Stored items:
========================

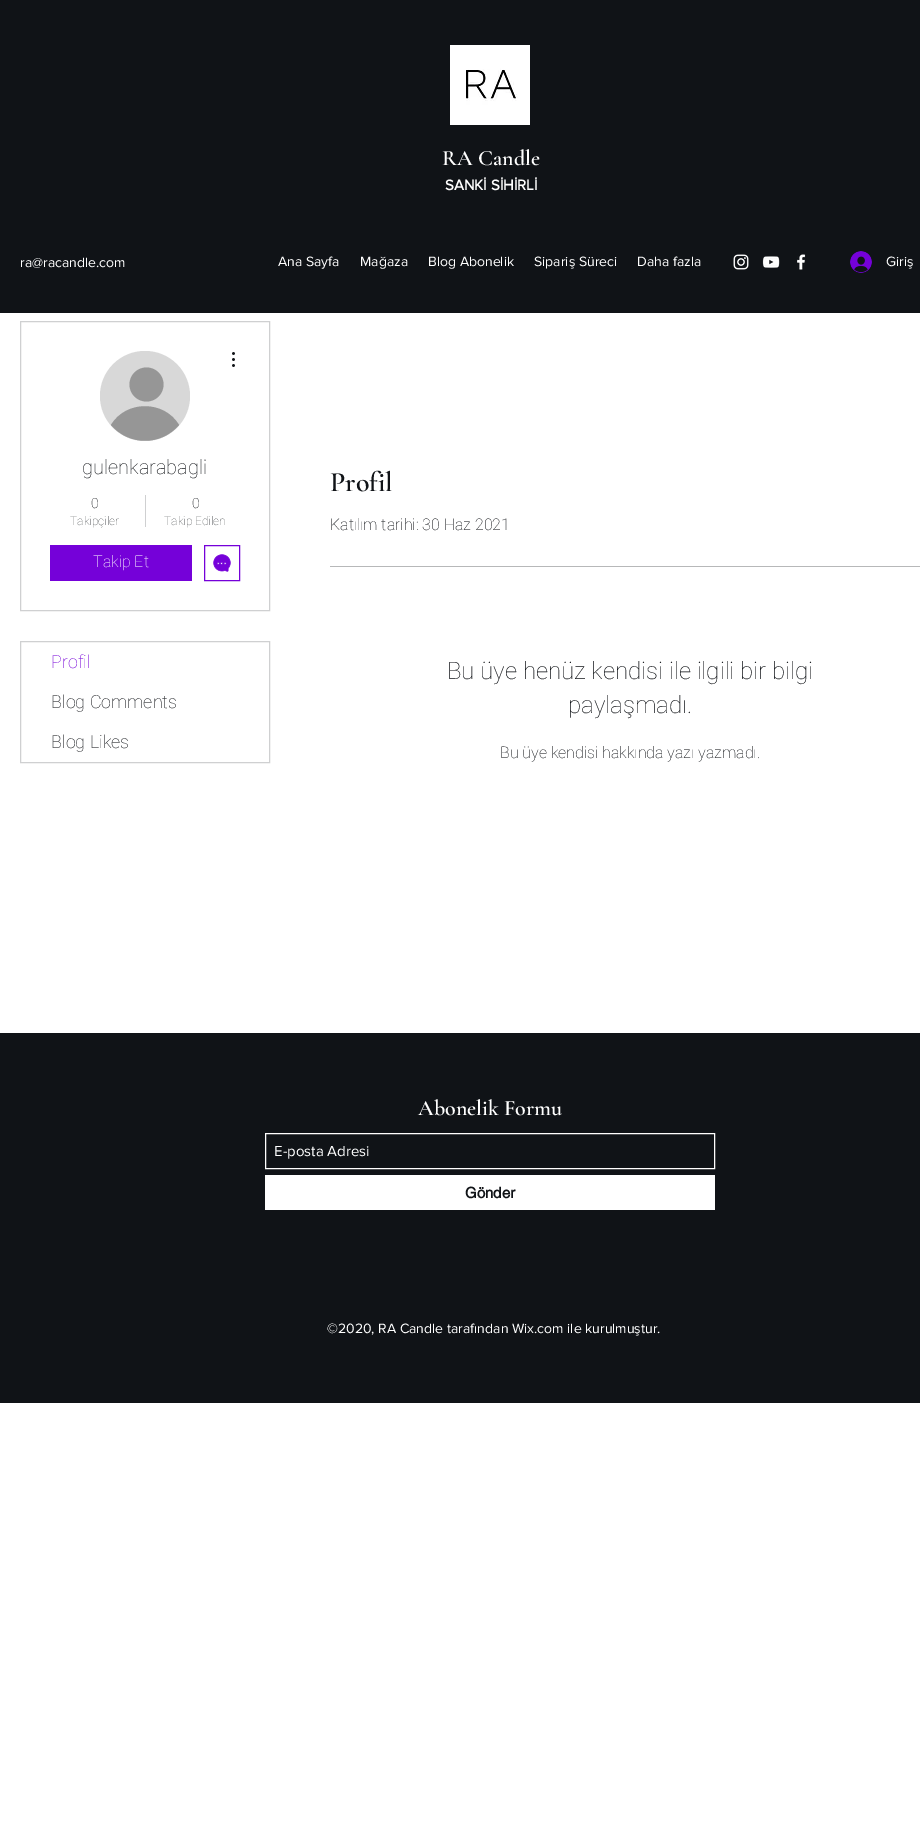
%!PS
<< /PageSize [920 1840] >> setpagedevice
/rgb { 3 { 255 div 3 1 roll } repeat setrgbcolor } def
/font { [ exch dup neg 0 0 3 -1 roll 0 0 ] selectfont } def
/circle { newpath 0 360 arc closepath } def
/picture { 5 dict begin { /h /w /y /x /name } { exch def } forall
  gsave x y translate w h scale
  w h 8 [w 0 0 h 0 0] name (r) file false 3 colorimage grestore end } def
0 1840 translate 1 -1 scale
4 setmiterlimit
255 255 255 rgb
0 0 920 1840 rectfill
16 19 23 rgb
0 0 920 313 rectfill
(img/1.rgb) 450 45 80 80 picture
(img/2.rgb) 733 254 16 16 picture
(img/3.rgb) 762 256 18 12 picture
(img/4.rgb) 797 254 9 16 picture
(img/5.rgb) 850 251 22 22 picture
207 208 209 rgb
20.5 321.5 249 289 rectstroke
216 216 216 rgb
145 396 45 circle fill
150 150 150 rgb
146.5 384.5 17 circle fill
179 425 moveto 161 446 129 446 111 425 curveto 126 400 164 400 179 425 curveto closepath fill
(img/6.rgb) 232 352 3 15 picture
207 208 209 rgb
145 495 1 32 rectfill
117 1 217 rgb
50 545 142 36 rectfill
204.5 545.5 35 35 rectstroke
(img/7.rgb) 213 554 18 18 picture
207 208 209 rgb
20.5 641.5 249 121 rectstroke
183 184 185 rgb
330 566 590 1 rectfill
16 19 23 rgb
0 1033 920 370 rectfill
255 255 255 rgb
265.5 1133.5 449 35 rectstroke
265 1175 450 35 rectfill
/CormorantGaramond-SemiBold 22 font
442 165 moveto (RA Candle) show
/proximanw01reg-Bold 15 font
445 190 moveto (SANKİ SİHİRLİ) show
/proximanw01reg-Regular 14 font
[
  [(ra@racandle.com) 20 267]
  [(Ana Sayfa) 278 266]
  [(Mağaza) 360 266]
  [(Blog Abonelik) 428 266]
  [(Sipariş Süreci) 534 266]
  [(Daha fazla) 637 266]
  [(Giriş) 886 266]
] { aload pop moveto show } forall
/Roboto-Thin 20 font
16 19 23 rgb
82 474 moveto (gulenkarabagli) show
/Roboto-Thin 14 font
91 508 moveto (0) show
/Roboto-Thin 12 font
88 90 93 rgb
70 525 moveto (Takipçiler) show
/Roboto-Thin 14 font
16 19 23 rgb
192 508 moveto (0) show
/Roboto-Thin 12 font
88 90 93 rgb
164 525 moveto (Takip Edilen) show
/Roboto-Thin 16 font
255 255 255 rgb
93 567 moveto (Takip Et) show
/Roboto-Thin 18 font
117 1 217 rgb
51 668 moveto (Profil) show
16 19 23 rgb
51 708 moveto (Blog Comments) show
51 748 moveto (Blog Likes) show
/CormorantGaramond-SemiBold 28 font
330 491 moveto (Profil) show
/Roboto-Thin 16 font
330 530 moveto (Katılım tarihi: 30 Haz 2021) show
/Roboto-Thin 24 font
447 679 moveto (Bu üye henüz kendisi ile ilgili bir bilgi) show
568 713 moveto (paylaşmadı.) show
/Roboto-Thin 16 font
500 758 moveto (Bu üye kendisi hakkında yazı yazmadı.) show
/CormorantGaramond-SemiBold 22 font
255 255 255 rgb
418 1115 moveto (Abonelik Formu) show
/proximanw01reg-Regular 15 font
274 1156 moveto (E-posta Adresi) show
/helvetica-Bold 15 font
16 19 23 rgb
465 1198 moveto (Gönder) show
/proximanw01reg-Regular 14 font
255 255 255 rgb
327 1333 moveto (©2020, RA Candle tarafından Wix.com ile kurulmuştur.) show
showpage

========================

To do: Among the records above, find the lines where the word "scale" appears and copy them.

Completed task:
  gsave x y translate w h scale
0 1840 translate 1 -1 scale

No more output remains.